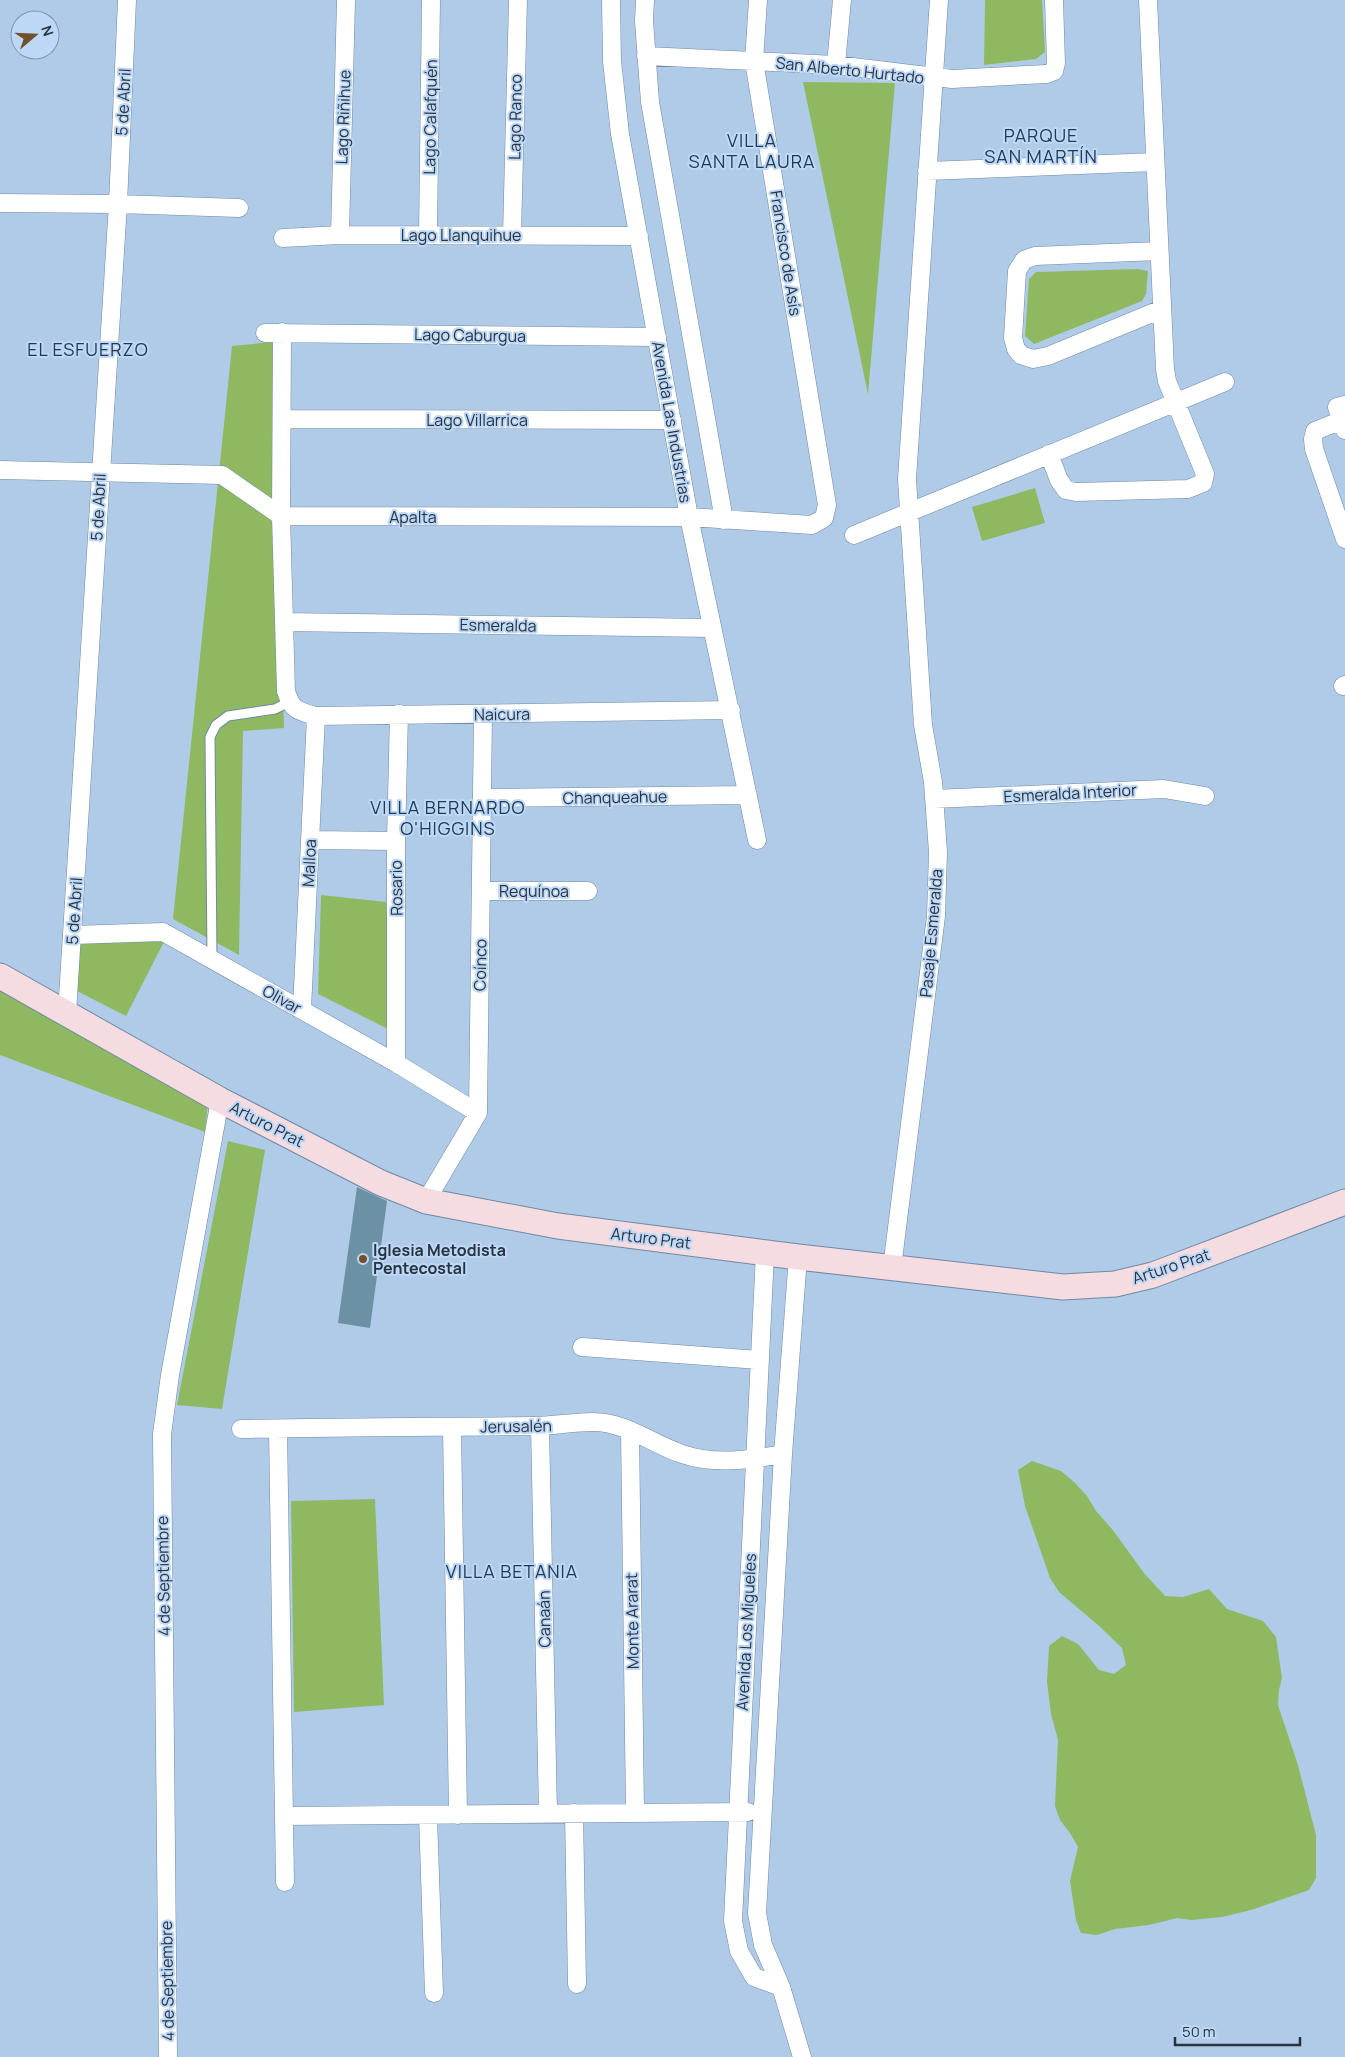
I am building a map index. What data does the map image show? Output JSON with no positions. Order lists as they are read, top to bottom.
{
  "streets": {
    "main road": ["Arturo Prat"],
    "street": [
      "San Alberto Hurtado",
      "5 de Abril",
      "Lago Riñihue",
      "Lago Calafquén",
      "Lago Ranco",
      "Lago Llanquihue",
      "Francisco de Asís",
      "Lago Caburgua",
      "Lago Villarrica",
      "Avenida Las Industrias",
      "Apalta",
      "Esmeralda",
      "Naicura",
      "Esmeralda Interior",
      "Chanqueahue",
      "Malloa",
      "Rosario",
      "Requínoa",
      "Pasaje Esmeralda",
      "Coínco",
      "Olivar",
      "Jerusalén",
      "4 de Septiembre",
      "Canaán",
      "Monte Ararat",
      "Avenida Los Migueles"
    ]
  },
  "crossings": [
    ["San Alberto Hurtado", "Francisco de Asís"],
    ["San Alberto Hurtado", "Avenida Las Industrias"],
    ["San Alberto Hurtado", "Pasaje Esmeralda"],
    ["5 de Abril", "Olivar"],
    ["5 de Abril", "Arturo Prat"],
    ["Lago Riñihue", "Lago Llanquihue"],
    ["Lago Calafquén", "Lago Llanquihue"],
    ["Lago Ranco", "Lago Llanquihue"],
    ["Lago Llanquihue", "Avenida Las Industrias"],
    ["Francisco de Asís", "Apalta"],
    ["Lago Caburgua", "Lago Villarrica"],
    ["Lago Caburgua", "Avenida Las Industrias"],
    ["Lago Caburgua", "Apalta"],
    ["Lago Villarrica", "Avenida Las Industrias"],
    ["Avenida Las Industrias", "Apalta"],
    ["Avenida Las Industrias", "Esmeralda"],
    ["Avenida Las Industrias", "Naicura"],
    ["Avenida Las Industrias", "Chanqueahue"],
    ["Naicura", "Malloa"],
    ["Naicura", "Rosario"],
    ["Naicura", "Coínco"],
    ["Esmeralda Interior", "Pasaje Esmeralda"],
    ["Chanqueahue", "Coínco"],
    ["Malloa", "Olivar"],
    ["Rosario", "Olivar"],
    ["Requínoa", "Coínco"],
    ["Pasaje Esmeralda", "Arturo Prat"],
    ["Coínco", "Olivar"],
    ["Arturo Prat", "4 de Septiembre"],
    ["Arturo Prat", "Avenida Los Migueles"],
    ["Jerusalén", "Canaán"],
    ["Jerusalén", "Monte Ararat"],
    ["Jerusalén", "Avenida Los Migueles"]
  ],
  "districts": [
    "PARQUE SAN MARTÍN",
    "VILLA SANTA LAURA",
    "EL ESFUERZO",
    "VILLA BERNARDO O'HIGGINS",
    "VILLA BETANIA"
  ],
  "places": ["Iglesia Metodista Pentecostal"],
  "scale_bar": "50 m",
  "north": "right"
}
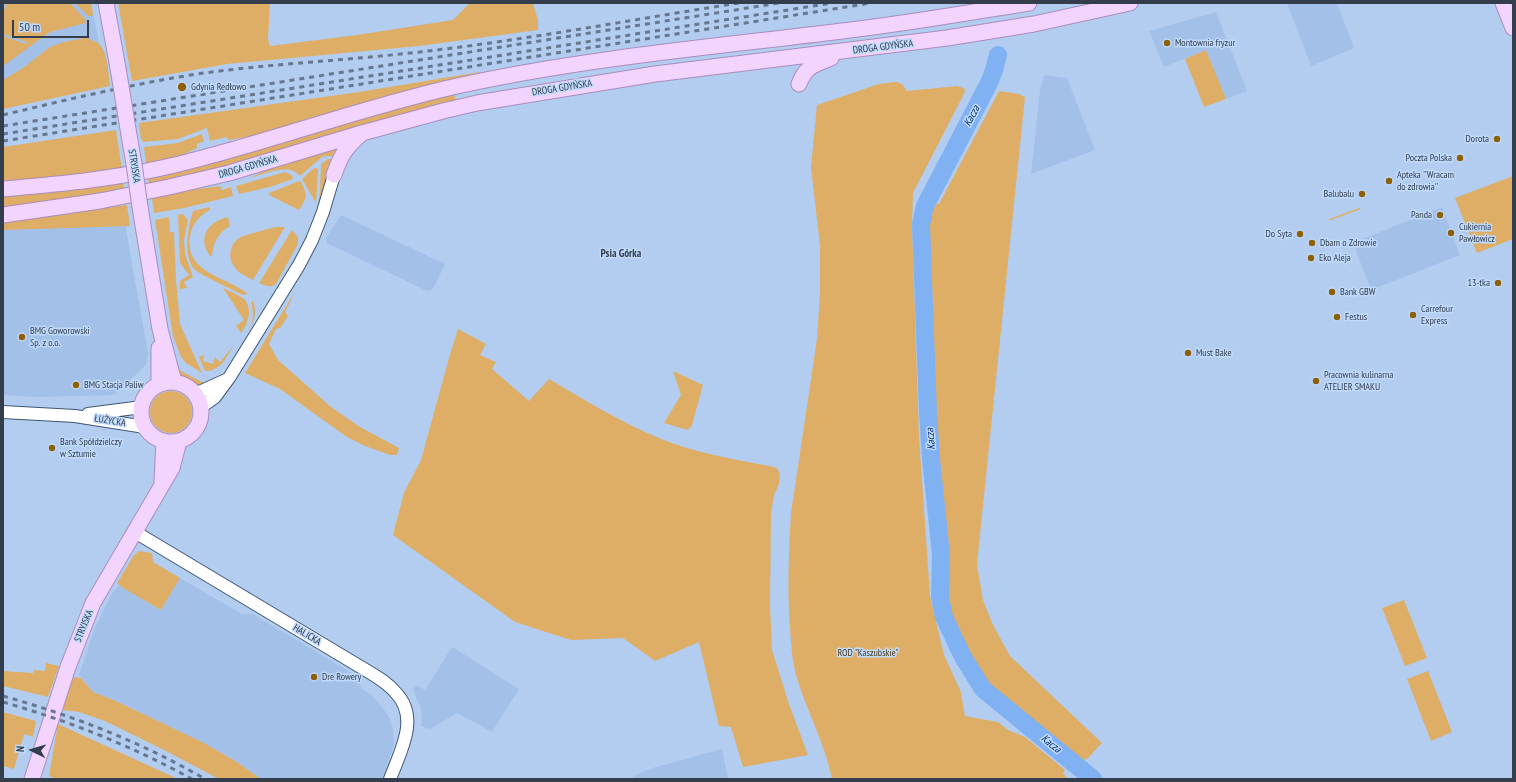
-*-*-
What the task requires
Would you return the records exactly, keeping out every picture?

Answer below
I am building a map index. What data does the map image show? Output JSON with no positions. Order lists as they are read, top to bottom.
{
  "streets": {
    "main road": ["Arturo Prat"],
    "street": [
      "San Alberto Hurtado",
      "5 de Abril",
      "Lago Riñihue",
      "Lago Calafquén",
      "Lago Ranco",
      "Lago Llanquihue",
      "Francisco de Asís",
      "Lago Caburgua",
      "Lago Villarrica",
      "Avenida Las Industrias",
      "Apalta",
      "Esmeralda",
      "Naicura",
      "Esmeralda Interior",
      "Chanqueahue",
      "Malloa",
      "Rosario",
      "Requínoa",
      "Pasaje Esmeralda",
      "Coínco",
      "Olivar",
      "Jerusalén",
      "4 de Septiembre",
      "Canaán",
      "Monte Ararat",
      "Avenida Los Migueles"
    ]
  },
  "crossings": [
    ["San Alberto Hurtado", "Francisco de Asís"],
    ["San Alberto Hurtado", "Avenida Las Industrias"],
    ["San Alberto Hurtado", "Pasaje Esmeralda"],
    ["5 de Abril", "Olivar"],
    ["5 de Abril", "Arturo Prat"],
    ["Lago Riñihue", "Lago Llanquihue"],
    ["Lago Calafquén", "Lago Llanquihue"],
    ["Lago Ranco", "Lago Llanquihue"],
    ["Lago Llanquihue", "Avenida Las Industrias"],
    ["Francisco de Asís", "Apalta"],
    ["Lago Caburgua", "Lago Villarrica"],
    ["Lago Caburgua", "Avenida Las Industrias"],
    ["Lago Caburgua", "Apalta"],
    ["Lago Villarrica", "Avenida Las Industrias"],
    ["Avenida Las Industrias", "Apalta"],
    ["Avenida Las Industrias", "Esmeralda"],
    ["Avenida Las Industrias", "Naicura"],
    ["Avenida Las Industrias", "Chanqueahue"],
    ["Naicura", "Malloa"],
    ["Naicura", "Rosario"],
    ["Naicura", "Coínco"],
    ["Esmeralda Interior", "Pasaje Esmeralda"],
    ["Chanqueahue", "Coínco"],
    ["Malloa", "Olivar"],
    ["Rosario", "Olivar"],
    ["Requínoa", "Coínco"],
    ["Pasaje Esmeralda", "Arturo Prat"],
    ["Coínco", "Olivar"],
    ["Arturo Prat", "4 de Septiembre"],
    ["Arturo Prat", "Avenida Los Migueles"],
    ["Jerusalén", "Canaán"],
    ["Jerusalén", "Monte Ararat"],
    ["Jerusalén", "Avenida Los Migueles"]
  ],
  "districts": [
    "PARQUE SAN MARTÍN",
    "VILLA SANTA LAURA",
    "EL ESFUERZO",
    "VILLA BERNARDO O'HIGGINS",
    "VILLA BETANIA"
  ],
  "places": ["Iglesia Metodista Pentecostal"],
  "scale_bar": "50 m",
  "north": "right"
}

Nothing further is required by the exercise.